KIEV, Ukraine -- The legislation necessary to prepare Ukraine for World Trade Organization (WTO) accession this year seemed to be going through parliament. But the war in the Rada over that legislation was an instructive lesson in just who in politics is on the side of progress, and who’s a reactionary hack.

Ukrainian parliament deputies stand around Ukrainian President Viktor Yushchenko (C) as they block a vote in the Ukrainian parliament

Take what happened in parliament on July 6. As WTO-related bills came onto the slate that day, members of parliament’s left and center-left factions stormed the podium to block the bill from coming up to vote, snatching the microphone from Parliament Speaker Volodymyr Lytvyn before he could floor the legislation. Scuffling broke out; they even reportedly broke the microphone. The usual suspects were responsible for the obstruction: members of the Communist and Socialist party factions, and of the bitterly oppositionist Regions of Ukraine and Social Democratic Party of Ukraine (united) parties.

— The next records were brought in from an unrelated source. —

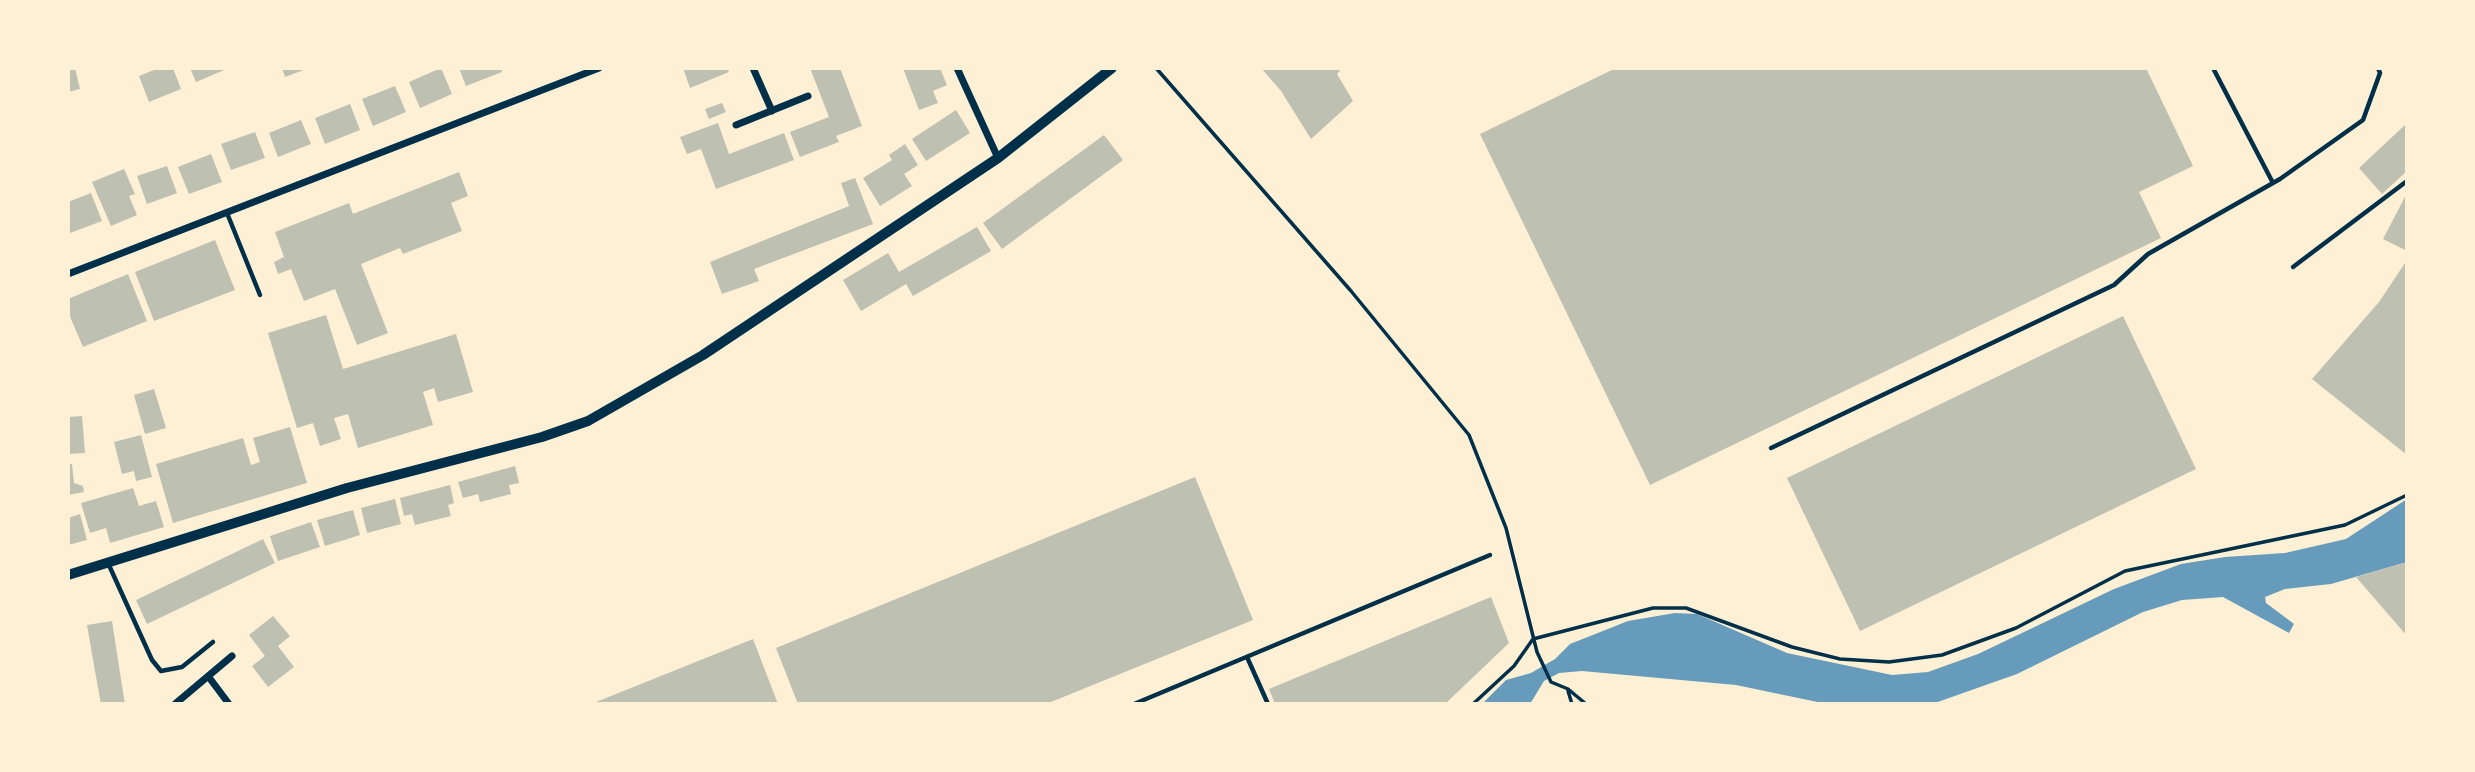 <!DOCTYPE html>
<html>
<head>
<meta charset="utf-8">
<style>
  body { margin:0 }
  #map { position:relative; width:2475px; height:772px; overflow:hidden; background:#fdf0d5; font-family:"Crimson Pro",serif }
  canvas { display:block }
  .frame { position:absolute; inset:0; border:70px solid #fdf0d5; pointer-events:none }
</style>
</head>
<body>
<div id="map">
<canvas width="2475" height="772"></canvas>
<div class="frame"></div>
</div>
<script>
const ctx = document.querySelector('canvas').getContext('2d');
ctx.lineJoin = 'round';
function fill(path, color) {
  ctx.fillStyle = color;
  ctx.fill(path, 'evenodd');
}
function poly(rows) {
  const path = new Path2D();
  for (const r of rows) {
    path.moveTo(r[0], r[1]);
    for (let i = 2; i < r.length; i += 2) path.lineTo(r[i], r[i + 1]);
  }
  return path;
}
function strokePath(path, color, width, dash) {
  ctx.strokeStyle = color;
  ctx.lineWidth = width;
  ctx.lineCap = dash ? 'butt' : 'round';
  ctx.setLineDash(dash || []);
  ctx.stroke(path);
}
const water = poly([
  [2407,499,2407,562,2331,584,2285,589,2265,597,2266,603,2294,624,2289,633,2223,597,2182,600,2143,612,2017,674,1932,704,1827,704,1736,685,1582,671,1559,673,1544,681,1530,704,1482,704,1506,680,1531,673,1555,659,1570,644,1628,621,1675,613,1697,614,1787,653,1892,675,1928,672,1978,654,2114,589,2181,564,2225,557,2285,553,2346,539]
]);
const building = poly([
  [68,68,75,68,80,89,68,92],
  [159,68,173,68,181,89,149,102,139,76],
  [190,68,229,68,196,82],
  [282,68,309,68,285,77],
  [441,68,452,94,420,108,409,82],
  [459,68,501,68,502,72,466,86],
  [683,68,727,68,729,72,690,88],
  [810,68,840,68,862,126,836,136,839,142,800,157,790,132,829,117],
  [903,68,940,68,947,85,933,91,938,103,919,110],
  [1261,68,1342,68,1337,74,1353,101,1311,139,1281,91],
  [1616,68,2146,68,2193,166,2139,192,2161,238,1650,485,1480,134],
  [395,86,406,112,373,126,362,99],
  [722,103,726,112,709,119,705,109],
  [350,104,360,130,325,144,315,118],
  [956,110,970,133,926,161,912,139],
  [301,120,311,144,278,157,269,133],
  [718,123,729,154,784,133,794,160,716,189,701,149,687,154,680,137],
  [2407,123,2407,171,2382,194,2359,168],
  [255,132,265,158,231,170,221,144],
  [1104,135,1123,160,1002,249,983,223],
  [905,144,918,165,904,174,912,186,880,206,863,178,892,160,889,155],
  [211,154,222,182,189,194,178,167],
  [167,166,177,193,147,204,137,176],
  [124,169,135,194,129,196,137,215,111,226,92,182],
  [459,172,468,196,451,203,462,231,403,254,400,248,361,264,388,333,357,345,335,289,304,301,291,269,278,274,274,262,284,257,275,232,349,203,353,214],
  [855,178,873,224,754,269,759,281,722,294,710,262,849,206,841,183],
  [91,193,102,221,70,233,68,202],
  [2407,193,2407,251,2383,239],
  [977,227,991,251,913,296,906,284,861,311,843,280,888,253,899,272],
  [215,240,235,290,154,321,135,272],
  [2407,260,2407,455,2312,379,2379,302],
  [128,274,147,321,83,347,68,312,68,299],
  [326,315,343,369,456,334,473,392,438,402,434,388,423,392,433,425,358,448,348,414,334,418,341,439,320,446,313,423,297,428,268,333],
  [2123,316,2196,469,1860,631,1787,478],
  [154,389,166,428,145,434,134,395],
  [82,416,85,453,68,454,68,417],
  [290,427,307,483,173,523,156,464,243,438,251,465,260,462,253,438],
  [141,435,152,477,136,481,134,471,122,474,114,442],
  [68,464,72,464,74,483,83,486,84,492,68,495],
  [515,466,519,483,509,485,511,494,480,502,478,494,463,498,458,482],
  [1195,477,1253,620,1046,704,798,704,776,648],
  [450,485,454,503,448,505,451,516,415,525,412,514,404,516,400,498],
  [133,488,139,506,156,501,164,527,110,543,106,528,90,533,81,503],
  [395,499,401,524,367,533,361,508],
  [353,510,360,535,325,546,317,520],
  [80,514,87,540,68,545,68,518],
  [311,522,320,547,278,561,270,536],
  [263,539,275,563,147,624,136,600],
  [2407,562,2407,636,2356,577],
  [1491,597,1509,643,1445,704,1275,704,1269,689],
  [273,616,290,636,278,646,294,667,268,687,252,666,265,656,249,635],
  [112,621,123,692,125,704,101,704,93,660,87,625],
  [753,639,778,704,591,704]
]);
const path = poly([
  [1156,68,1351,291,1469,435,1506,528,1537,652,1551,682,1568,689,1586,704],
  [1568,691,1572,704],
  [1473,704,1514,666,1533,639,1653,608,1686,608,1792,647,1840,659,1889,662,1942,655,2016,628,2125,571,2345,525,2407,495]
]);
const service = poly([
  [2213,68,2273,183],
  [227,213,260,295],
  [2293,267,2407,181],
  [1771,448,2114,285,2148,254,2280,179,2363,120,2380,73,2378,68],
  [108,563,152,660,161,671,182,667,213,642],
  [1247,657,1268,704],
  [1134,704,1490,555]
]);
const minor = poly([
  [753,68,772,111],
  [957,68,998,158],
  [736,125,808,96],
  [68,274,599,68],
  [208,676,229,704],
  [175,704,232,656]
]);
const tertiary = poly([
  [68,575,347,488,542,437,588,421,703,355,998,158,1112,68]
]);
fill(water, '#669bbc');
fill(building, '#bec0b2');
strokePath(path, '#003049', 3.5);
strokePath(service, '#003049', 4.5);
strokePath(minor, '#003049', 7);
strokePath(tertiary, '#003049', 10);
</script>
</body>
</html>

We use the word “obstruction” because that’s all this really is. WTO membership would be a massive triumph for President Viktor Yushchenko and forward-looking elements in Ukraine – and so the likes of the Regions of Ukraine party, and the rest of them, are obliged to stop it at all costs.

An indication of the sophisticated thinking that motivates the anti-WTO forces is Socialist leader Oleksandr Moroz’s July 5 comment that passing the bills would amount to “destroying our own economy.” Sure it would. The obstructionists’ claim that they wanted to protest the fact that Yushchenko allies persist in holding parliament seats and government posts at the same time is likewise nonsense. Yes, the double-dipping is unconstitutional and Yushchenko should end it. But since when are, say, Regions of Ukraine deputies so sensitive to the odor of corruption?

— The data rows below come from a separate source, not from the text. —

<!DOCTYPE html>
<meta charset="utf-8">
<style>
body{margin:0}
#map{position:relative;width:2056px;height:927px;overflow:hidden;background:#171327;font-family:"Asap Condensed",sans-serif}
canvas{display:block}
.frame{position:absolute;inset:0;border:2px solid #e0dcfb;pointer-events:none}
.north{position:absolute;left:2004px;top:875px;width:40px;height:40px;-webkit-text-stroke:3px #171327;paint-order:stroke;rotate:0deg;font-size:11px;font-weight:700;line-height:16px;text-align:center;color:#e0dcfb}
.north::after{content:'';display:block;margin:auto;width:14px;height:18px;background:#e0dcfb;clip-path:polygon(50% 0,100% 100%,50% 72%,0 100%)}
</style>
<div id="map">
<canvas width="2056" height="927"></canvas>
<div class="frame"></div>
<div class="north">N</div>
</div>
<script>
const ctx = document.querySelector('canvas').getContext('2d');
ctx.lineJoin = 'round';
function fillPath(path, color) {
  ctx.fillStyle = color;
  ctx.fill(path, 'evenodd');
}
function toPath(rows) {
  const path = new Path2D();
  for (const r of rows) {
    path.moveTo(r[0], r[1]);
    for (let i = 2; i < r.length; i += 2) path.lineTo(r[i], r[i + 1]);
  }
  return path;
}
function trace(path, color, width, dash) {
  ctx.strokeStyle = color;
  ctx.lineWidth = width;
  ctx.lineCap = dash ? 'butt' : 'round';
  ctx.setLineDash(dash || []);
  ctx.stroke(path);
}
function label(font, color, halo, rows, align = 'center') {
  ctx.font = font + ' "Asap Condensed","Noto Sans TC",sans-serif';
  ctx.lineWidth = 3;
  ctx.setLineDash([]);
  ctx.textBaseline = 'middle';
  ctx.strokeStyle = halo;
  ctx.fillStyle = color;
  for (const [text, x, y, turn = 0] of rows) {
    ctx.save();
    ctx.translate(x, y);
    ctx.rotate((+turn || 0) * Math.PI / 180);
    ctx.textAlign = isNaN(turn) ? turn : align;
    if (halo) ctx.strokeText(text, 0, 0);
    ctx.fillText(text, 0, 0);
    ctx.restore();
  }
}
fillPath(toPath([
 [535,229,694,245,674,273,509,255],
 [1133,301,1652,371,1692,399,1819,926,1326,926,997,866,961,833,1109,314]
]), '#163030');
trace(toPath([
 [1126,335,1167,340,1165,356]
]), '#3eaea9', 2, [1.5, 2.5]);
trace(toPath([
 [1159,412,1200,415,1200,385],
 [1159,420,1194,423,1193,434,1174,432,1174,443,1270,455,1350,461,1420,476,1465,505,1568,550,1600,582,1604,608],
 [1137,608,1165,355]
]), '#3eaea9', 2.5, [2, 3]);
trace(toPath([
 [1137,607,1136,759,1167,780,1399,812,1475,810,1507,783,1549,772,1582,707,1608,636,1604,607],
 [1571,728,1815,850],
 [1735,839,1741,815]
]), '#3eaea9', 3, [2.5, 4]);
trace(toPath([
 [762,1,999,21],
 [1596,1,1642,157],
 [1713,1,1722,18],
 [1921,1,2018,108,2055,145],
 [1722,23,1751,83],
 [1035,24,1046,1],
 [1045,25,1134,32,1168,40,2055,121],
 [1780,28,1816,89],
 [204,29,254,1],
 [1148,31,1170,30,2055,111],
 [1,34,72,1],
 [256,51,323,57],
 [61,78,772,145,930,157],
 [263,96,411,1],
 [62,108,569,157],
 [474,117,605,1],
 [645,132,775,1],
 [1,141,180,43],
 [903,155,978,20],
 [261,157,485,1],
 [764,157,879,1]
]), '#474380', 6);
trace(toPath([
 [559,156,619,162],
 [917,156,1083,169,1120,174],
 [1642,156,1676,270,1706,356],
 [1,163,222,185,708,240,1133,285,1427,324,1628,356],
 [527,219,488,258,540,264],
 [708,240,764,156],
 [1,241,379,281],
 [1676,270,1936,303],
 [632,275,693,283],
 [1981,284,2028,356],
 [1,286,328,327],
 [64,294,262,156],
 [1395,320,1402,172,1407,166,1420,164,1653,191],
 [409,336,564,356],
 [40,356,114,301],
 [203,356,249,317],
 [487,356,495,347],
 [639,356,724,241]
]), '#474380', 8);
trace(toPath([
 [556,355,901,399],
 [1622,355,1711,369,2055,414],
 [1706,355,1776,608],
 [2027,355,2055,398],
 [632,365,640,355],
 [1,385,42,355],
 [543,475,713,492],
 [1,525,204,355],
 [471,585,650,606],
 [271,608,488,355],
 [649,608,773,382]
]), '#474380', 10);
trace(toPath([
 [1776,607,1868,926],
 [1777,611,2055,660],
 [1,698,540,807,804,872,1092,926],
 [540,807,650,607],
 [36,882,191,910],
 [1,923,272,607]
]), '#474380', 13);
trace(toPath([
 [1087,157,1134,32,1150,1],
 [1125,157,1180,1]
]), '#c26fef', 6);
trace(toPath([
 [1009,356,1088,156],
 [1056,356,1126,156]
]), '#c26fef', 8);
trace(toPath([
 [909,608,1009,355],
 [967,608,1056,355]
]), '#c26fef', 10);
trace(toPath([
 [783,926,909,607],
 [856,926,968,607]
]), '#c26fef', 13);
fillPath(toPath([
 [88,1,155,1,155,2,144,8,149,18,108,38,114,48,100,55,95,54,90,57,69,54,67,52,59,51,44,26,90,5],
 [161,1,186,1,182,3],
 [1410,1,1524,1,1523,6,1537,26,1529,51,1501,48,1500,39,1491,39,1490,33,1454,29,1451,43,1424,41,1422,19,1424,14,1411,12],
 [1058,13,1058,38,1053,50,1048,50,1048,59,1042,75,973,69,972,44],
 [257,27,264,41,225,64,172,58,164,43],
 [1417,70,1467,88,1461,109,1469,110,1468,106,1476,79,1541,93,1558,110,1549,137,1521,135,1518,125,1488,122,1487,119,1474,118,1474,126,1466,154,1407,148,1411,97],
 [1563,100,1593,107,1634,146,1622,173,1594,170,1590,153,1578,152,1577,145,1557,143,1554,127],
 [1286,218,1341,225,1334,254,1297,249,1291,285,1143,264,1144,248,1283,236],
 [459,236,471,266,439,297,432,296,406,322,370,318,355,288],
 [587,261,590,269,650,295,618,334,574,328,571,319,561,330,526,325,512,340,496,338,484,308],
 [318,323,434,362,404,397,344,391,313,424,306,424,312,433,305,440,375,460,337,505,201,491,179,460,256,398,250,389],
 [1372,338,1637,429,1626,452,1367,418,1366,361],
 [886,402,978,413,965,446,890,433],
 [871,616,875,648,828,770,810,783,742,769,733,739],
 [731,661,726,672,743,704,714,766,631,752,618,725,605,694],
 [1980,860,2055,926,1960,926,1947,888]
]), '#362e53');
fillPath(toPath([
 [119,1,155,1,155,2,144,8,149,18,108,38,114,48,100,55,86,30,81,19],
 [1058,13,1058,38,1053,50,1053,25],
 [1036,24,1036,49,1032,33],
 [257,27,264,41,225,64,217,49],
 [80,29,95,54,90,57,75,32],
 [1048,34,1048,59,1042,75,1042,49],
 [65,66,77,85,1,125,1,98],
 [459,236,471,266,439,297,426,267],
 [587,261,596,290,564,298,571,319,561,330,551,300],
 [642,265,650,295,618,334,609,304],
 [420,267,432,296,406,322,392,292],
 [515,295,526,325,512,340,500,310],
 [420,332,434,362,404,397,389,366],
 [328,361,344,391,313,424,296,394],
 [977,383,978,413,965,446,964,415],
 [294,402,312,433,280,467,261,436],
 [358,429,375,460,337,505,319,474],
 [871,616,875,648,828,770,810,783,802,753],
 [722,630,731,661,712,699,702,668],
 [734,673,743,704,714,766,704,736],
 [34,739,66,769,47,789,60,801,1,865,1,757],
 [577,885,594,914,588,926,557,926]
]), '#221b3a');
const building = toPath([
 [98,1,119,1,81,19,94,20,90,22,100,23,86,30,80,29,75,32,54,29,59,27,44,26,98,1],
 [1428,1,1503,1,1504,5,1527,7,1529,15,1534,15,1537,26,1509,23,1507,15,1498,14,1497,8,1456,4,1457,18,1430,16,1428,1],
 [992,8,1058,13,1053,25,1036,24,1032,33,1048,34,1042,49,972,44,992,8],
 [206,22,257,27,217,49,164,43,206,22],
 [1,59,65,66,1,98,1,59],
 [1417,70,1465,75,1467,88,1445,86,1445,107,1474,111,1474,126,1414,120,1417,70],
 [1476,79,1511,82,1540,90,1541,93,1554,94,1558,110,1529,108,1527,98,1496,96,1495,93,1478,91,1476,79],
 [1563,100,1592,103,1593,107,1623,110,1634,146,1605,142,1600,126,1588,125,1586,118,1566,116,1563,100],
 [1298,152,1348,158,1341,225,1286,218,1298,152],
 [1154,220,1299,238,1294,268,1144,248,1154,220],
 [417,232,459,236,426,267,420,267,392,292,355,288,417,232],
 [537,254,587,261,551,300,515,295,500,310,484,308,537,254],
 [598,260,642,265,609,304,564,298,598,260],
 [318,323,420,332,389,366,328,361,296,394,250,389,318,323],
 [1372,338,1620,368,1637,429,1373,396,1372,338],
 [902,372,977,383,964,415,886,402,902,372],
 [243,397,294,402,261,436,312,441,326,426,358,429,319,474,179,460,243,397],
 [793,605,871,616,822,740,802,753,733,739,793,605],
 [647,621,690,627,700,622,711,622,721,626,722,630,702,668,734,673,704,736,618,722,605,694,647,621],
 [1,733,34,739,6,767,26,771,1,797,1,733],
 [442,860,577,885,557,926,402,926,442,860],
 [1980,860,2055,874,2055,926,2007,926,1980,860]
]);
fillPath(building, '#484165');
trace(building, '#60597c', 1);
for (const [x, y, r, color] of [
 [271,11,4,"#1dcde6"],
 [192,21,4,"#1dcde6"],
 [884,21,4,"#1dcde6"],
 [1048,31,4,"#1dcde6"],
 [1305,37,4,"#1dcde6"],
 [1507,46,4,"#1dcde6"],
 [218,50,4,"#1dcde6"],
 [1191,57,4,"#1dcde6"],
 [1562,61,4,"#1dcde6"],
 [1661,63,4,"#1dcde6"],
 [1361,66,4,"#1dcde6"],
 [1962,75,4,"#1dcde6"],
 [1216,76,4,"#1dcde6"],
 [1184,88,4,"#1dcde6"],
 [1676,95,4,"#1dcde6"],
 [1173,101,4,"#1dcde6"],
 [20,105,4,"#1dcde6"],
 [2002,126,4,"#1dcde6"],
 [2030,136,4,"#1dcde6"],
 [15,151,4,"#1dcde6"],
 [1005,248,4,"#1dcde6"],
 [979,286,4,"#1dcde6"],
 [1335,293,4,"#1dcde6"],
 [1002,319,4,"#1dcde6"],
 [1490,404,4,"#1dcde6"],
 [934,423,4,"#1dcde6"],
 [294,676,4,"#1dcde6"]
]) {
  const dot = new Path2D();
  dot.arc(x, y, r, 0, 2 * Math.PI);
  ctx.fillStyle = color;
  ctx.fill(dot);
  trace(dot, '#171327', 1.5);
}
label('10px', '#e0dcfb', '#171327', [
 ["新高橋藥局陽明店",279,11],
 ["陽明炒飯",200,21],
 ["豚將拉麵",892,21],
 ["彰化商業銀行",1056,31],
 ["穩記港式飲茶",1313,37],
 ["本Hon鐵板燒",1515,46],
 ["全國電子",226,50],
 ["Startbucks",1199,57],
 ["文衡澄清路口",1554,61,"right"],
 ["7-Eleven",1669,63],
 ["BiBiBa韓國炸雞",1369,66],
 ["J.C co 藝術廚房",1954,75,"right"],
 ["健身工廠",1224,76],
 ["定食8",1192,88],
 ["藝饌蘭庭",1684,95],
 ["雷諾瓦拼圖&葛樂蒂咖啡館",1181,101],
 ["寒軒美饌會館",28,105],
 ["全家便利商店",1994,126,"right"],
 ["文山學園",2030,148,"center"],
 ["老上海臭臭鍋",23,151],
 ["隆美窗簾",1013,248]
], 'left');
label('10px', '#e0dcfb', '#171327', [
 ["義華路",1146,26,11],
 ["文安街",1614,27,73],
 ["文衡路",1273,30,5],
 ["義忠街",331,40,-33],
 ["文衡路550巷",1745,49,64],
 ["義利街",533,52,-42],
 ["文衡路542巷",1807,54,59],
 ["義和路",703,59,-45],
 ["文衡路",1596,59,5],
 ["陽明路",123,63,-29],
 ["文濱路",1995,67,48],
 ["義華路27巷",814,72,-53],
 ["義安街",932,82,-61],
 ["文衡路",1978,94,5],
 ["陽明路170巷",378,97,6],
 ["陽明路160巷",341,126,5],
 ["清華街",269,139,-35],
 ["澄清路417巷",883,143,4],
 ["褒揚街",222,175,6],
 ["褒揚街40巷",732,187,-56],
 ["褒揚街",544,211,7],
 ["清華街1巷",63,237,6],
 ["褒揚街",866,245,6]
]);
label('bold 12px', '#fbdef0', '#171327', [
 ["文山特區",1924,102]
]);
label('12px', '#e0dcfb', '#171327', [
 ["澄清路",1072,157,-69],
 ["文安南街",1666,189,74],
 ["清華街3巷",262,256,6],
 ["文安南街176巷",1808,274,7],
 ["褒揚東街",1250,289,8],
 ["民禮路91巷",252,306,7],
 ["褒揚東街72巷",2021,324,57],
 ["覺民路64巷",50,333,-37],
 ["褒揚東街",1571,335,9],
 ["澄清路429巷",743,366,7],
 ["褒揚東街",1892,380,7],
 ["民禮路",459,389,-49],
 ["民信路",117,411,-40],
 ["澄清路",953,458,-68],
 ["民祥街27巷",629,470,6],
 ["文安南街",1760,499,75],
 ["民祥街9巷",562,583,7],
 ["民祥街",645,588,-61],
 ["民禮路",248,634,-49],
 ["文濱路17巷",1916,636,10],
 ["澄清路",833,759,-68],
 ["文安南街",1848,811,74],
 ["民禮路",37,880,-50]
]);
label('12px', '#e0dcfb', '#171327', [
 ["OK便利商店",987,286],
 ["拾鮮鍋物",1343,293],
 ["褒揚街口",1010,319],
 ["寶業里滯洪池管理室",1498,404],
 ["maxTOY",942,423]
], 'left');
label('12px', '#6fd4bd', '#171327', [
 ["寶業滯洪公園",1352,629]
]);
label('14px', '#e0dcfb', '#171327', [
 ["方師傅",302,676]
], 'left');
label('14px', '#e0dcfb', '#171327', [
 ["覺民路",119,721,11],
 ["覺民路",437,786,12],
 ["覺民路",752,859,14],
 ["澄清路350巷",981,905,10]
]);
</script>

The anti-WTO movement is a crude, reactionary phenomenon. We hope that President Viktor Yushchenko has completely politicked and organized his way around it by the time you read this.

Finally, a word about Moroz and the Socialists. They occupy important positions in Yushchenko’s government, which they received in return for their support of the Orange Revolution. But enough is enough. If they’re going to sandbag Yushchenko, shouldn’t he consider firing them? Kicking them out would be a violation of an agreement. But leaving them in and allowing them to continue to sabotage reforms would be worse. Yushchenko should make it clear that the Socialists can hit the road if they’re going to continue the shenanigans.